Will Black Friday kill Thanksgiving?

Nothing says bah humbug like "cheap"-driven mobs.

How did all of this Black Friday craziness begin? More importantly, where does it end? Is it going to push Thanksgiving right out the door?

Black Friday, a term coined by the media to describe the phenomenon big box retailers created to get consumers to give up a night of sleep — and in more and more cases, a holiday with the family — to stand in line for a “deal” the day after Thanksgiving.

Did the consumers ask for this, or did big box retailers create it? Consumers fear losing out on a discount they feel they really need — and that’s being played upon. Really, these prices could be available during normal hours, instead of forcing employees into work at 2 a.m. and encouraging dangerous frenzy.

We used to love the fact we weren’t open on Sunday, but that eventually gave way to the reality of competition. I wonder if small family business and independent retailers will feel the open-early, hysterical Black Friday push in fear of losing a bunch of business.

And then what? First 5 a.m., then comes 4 in the morning and then why not 3? How about we just kill Thanksgiving all together?

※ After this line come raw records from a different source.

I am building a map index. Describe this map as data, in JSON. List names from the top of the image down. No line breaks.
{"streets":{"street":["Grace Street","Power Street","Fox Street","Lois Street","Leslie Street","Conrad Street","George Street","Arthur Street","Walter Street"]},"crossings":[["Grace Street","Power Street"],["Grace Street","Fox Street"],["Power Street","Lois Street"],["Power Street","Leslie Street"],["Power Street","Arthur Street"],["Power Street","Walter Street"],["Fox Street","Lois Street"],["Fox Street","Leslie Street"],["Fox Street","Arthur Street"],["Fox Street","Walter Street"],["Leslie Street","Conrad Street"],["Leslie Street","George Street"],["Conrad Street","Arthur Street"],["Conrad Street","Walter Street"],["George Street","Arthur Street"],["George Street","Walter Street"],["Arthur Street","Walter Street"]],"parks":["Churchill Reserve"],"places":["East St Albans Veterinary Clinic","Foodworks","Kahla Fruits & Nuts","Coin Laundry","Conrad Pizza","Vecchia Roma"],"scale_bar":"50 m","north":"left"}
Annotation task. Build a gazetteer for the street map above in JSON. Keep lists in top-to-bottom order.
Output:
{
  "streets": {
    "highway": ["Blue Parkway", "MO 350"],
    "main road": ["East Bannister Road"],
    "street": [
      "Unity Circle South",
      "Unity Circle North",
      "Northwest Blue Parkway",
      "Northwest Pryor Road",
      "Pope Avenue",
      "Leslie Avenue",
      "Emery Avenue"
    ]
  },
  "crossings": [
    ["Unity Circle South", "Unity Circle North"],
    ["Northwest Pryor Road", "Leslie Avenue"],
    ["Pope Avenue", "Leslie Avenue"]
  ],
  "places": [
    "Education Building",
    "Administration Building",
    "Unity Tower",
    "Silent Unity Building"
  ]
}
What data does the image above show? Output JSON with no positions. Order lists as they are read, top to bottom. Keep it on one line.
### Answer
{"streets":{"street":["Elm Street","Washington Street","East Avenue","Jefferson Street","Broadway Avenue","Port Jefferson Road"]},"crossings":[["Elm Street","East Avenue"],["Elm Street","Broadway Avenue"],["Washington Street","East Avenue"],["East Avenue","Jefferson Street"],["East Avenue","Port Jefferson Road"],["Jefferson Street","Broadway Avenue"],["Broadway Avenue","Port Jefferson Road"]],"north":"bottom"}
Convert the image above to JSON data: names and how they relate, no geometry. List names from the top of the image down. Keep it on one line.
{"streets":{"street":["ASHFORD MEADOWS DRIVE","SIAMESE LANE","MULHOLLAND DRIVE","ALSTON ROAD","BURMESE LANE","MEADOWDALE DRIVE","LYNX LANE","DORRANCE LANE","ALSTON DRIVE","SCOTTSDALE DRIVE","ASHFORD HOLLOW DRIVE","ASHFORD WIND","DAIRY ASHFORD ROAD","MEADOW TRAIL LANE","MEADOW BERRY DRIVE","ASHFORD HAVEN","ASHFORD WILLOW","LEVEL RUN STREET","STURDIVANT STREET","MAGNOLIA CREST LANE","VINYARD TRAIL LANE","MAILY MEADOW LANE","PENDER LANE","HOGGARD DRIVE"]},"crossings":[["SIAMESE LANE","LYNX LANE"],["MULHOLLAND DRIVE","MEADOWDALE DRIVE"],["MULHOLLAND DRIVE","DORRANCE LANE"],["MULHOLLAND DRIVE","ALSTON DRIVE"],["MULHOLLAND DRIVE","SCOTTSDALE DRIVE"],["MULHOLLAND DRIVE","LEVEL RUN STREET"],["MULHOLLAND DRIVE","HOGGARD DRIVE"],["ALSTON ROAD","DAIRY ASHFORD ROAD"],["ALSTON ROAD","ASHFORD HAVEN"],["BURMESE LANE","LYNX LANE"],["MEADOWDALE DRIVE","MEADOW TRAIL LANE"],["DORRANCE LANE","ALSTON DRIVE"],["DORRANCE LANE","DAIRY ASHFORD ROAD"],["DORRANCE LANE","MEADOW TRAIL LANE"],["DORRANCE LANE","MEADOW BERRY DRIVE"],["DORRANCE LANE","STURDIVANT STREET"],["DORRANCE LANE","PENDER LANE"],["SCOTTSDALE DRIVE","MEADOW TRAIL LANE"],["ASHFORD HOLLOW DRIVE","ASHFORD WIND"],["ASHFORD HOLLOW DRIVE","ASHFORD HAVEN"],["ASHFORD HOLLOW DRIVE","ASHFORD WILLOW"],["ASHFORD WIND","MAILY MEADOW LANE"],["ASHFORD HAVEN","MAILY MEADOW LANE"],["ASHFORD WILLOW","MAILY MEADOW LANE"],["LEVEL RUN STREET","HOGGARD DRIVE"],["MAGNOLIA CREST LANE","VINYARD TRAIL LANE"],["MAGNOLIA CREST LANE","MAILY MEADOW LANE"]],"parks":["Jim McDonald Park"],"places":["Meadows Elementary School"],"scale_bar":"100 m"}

Warners’ Stellian discussed being open early on Friday but decided the culture of our company and our employees mean more than a few extra bucks.

Consumers can push back — and they are — according to a nationwide survey by the Minneapolis-based Institute for Local Self-Reliance that suggested independent businesses may be faring better than chains during the recession.

I loved that the American Independent Business Alliance (we’re a member of local chapter MetroIBA) just took the words out of my mouth: YOUR READERS DON’T CARE IF SHOPPERS LINE UP AT WALMART EITHER!”

“As people are doing their holiday shopping, we hope they’ll look critically at the corporate advertising onslaught and the claim that big business provides better deals,” said (Jennifer Rockne, co-founder of AMIBA). “When we consider the value of quality products, saving time, and the quality of our experience, we’ll often find our hometown businesses ultimately provide the best deal.” [emphasis added]

Hat tip to WCCO’s Jason DeRusha on Black Friday ads/store openings.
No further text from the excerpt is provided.